My mind had followed a different path while I talked, one hitting the replay button on an unexpected track. Grayson Zane. That first conversation. The one time his calm held an edge.
Men like Landry take the sure thing. And if there’s not a sure thing to be taken, they rig it so there is
.
“But you say to chase the inconsistencies,” Mike said. “And the business side—”
“That’s it. That’s
exactly
it. The inconsistencies disappear if he knew—Oh, my God. He
knew
. Look at how Landry did things. He didn’t leave things to chance. When he wanted something, he arranged it. He stage-managed situations to make sure things came out exactly the way he wanted.

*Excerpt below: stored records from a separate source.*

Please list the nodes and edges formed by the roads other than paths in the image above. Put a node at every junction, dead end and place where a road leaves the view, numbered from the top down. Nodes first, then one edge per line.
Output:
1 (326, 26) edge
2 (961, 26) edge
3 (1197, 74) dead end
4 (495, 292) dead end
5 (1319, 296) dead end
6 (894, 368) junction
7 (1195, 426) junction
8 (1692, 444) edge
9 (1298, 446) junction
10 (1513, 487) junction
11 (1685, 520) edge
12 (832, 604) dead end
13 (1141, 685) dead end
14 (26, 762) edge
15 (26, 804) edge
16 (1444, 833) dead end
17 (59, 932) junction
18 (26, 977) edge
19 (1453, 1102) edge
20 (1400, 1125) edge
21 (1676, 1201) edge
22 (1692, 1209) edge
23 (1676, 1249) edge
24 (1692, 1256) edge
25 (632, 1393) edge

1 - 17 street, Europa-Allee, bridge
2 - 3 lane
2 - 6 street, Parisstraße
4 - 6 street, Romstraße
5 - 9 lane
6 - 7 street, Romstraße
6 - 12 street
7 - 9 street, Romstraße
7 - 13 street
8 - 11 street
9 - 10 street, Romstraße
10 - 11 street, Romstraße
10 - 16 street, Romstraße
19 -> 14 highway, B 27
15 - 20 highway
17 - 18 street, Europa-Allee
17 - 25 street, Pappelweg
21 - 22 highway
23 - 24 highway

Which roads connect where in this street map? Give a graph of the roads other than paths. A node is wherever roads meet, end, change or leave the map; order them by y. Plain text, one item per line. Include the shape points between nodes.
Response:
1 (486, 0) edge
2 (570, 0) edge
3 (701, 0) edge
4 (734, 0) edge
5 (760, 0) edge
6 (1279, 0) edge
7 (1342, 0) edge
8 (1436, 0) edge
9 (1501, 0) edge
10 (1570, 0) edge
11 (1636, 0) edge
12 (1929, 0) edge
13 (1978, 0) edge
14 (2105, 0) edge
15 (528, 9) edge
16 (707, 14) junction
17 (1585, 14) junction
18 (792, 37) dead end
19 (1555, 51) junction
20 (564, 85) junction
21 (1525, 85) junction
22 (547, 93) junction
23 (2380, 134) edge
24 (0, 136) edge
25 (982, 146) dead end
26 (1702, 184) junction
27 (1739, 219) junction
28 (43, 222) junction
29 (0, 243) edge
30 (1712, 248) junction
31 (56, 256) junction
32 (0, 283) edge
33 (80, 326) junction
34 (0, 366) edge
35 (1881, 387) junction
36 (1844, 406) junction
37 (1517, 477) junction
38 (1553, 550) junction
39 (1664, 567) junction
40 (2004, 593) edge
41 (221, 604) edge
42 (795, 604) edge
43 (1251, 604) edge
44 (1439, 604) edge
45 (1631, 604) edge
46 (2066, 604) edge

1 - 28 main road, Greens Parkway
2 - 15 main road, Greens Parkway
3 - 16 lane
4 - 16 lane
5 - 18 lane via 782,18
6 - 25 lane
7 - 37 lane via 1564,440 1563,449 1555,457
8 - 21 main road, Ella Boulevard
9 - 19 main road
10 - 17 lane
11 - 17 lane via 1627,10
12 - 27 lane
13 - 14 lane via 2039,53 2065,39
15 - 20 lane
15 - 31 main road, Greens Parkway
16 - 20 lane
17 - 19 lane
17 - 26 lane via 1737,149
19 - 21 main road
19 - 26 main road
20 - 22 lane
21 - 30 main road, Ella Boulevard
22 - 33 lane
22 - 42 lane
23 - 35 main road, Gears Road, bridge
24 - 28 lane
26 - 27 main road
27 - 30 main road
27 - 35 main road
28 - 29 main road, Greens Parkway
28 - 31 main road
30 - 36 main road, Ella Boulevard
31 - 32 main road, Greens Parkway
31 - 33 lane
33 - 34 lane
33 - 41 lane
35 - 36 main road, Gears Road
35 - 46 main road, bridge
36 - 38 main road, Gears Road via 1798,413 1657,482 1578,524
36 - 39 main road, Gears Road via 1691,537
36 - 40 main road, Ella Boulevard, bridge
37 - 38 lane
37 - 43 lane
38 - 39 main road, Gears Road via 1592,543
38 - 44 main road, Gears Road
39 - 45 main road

The women, the contracts.”
I scrambled out of the chair—an effort hampered because the foot I’d tucked under had fallen asleep, as my mother always warned. I grabbed my phone in one hand and found the list of names and contact info with the other.
“Elizabeth? What—”
“Sequence of events. Maybe. If—Sonja? It’s Elizabeth Danniher from KWMT-TV. I won’t take much of your time. I have just a few questions. Before you started, uh, dating the rodeo cowboy who swept you off your feet when you were rodeo queen, how was he doing in the rankings?” I jotted notes as she talked.